[Records shown]
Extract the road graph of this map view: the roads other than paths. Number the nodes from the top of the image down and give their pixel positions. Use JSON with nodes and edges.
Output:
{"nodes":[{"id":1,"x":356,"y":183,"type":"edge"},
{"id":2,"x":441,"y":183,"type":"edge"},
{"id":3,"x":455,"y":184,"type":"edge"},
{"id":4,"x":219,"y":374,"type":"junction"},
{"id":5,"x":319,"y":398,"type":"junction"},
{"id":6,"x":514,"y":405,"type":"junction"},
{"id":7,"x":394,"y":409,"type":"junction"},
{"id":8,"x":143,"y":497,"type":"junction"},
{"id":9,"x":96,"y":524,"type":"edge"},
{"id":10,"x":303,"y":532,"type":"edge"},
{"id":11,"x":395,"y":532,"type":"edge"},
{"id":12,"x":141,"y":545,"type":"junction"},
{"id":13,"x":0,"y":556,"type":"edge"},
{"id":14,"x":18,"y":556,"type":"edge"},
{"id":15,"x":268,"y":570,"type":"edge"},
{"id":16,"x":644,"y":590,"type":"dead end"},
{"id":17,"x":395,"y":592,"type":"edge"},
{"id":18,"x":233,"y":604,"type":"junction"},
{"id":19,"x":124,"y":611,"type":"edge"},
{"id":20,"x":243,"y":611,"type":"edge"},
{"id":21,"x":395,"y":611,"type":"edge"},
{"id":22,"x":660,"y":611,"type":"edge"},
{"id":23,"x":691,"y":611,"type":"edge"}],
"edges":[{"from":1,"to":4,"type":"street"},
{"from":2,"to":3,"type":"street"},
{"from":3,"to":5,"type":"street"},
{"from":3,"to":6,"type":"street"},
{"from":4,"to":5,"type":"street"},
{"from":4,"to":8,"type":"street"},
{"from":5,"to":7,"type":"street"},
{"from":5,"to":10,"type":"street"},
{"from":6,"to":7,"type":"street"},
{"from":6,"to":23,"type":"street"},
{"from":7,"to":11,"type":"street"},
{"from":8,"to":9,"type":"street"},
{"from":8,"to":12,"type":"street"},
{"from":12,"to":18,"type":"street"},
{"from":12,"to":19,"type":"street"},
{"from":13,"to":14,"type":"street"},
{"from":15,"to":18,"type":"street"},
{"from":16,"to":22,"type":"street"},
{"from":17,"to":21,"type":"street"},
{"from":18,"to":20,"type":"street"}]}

[Assignment] Identify the lines in the records above that contain the word "nodes", then state how many there are and nothing more.

[Reply to the task] 2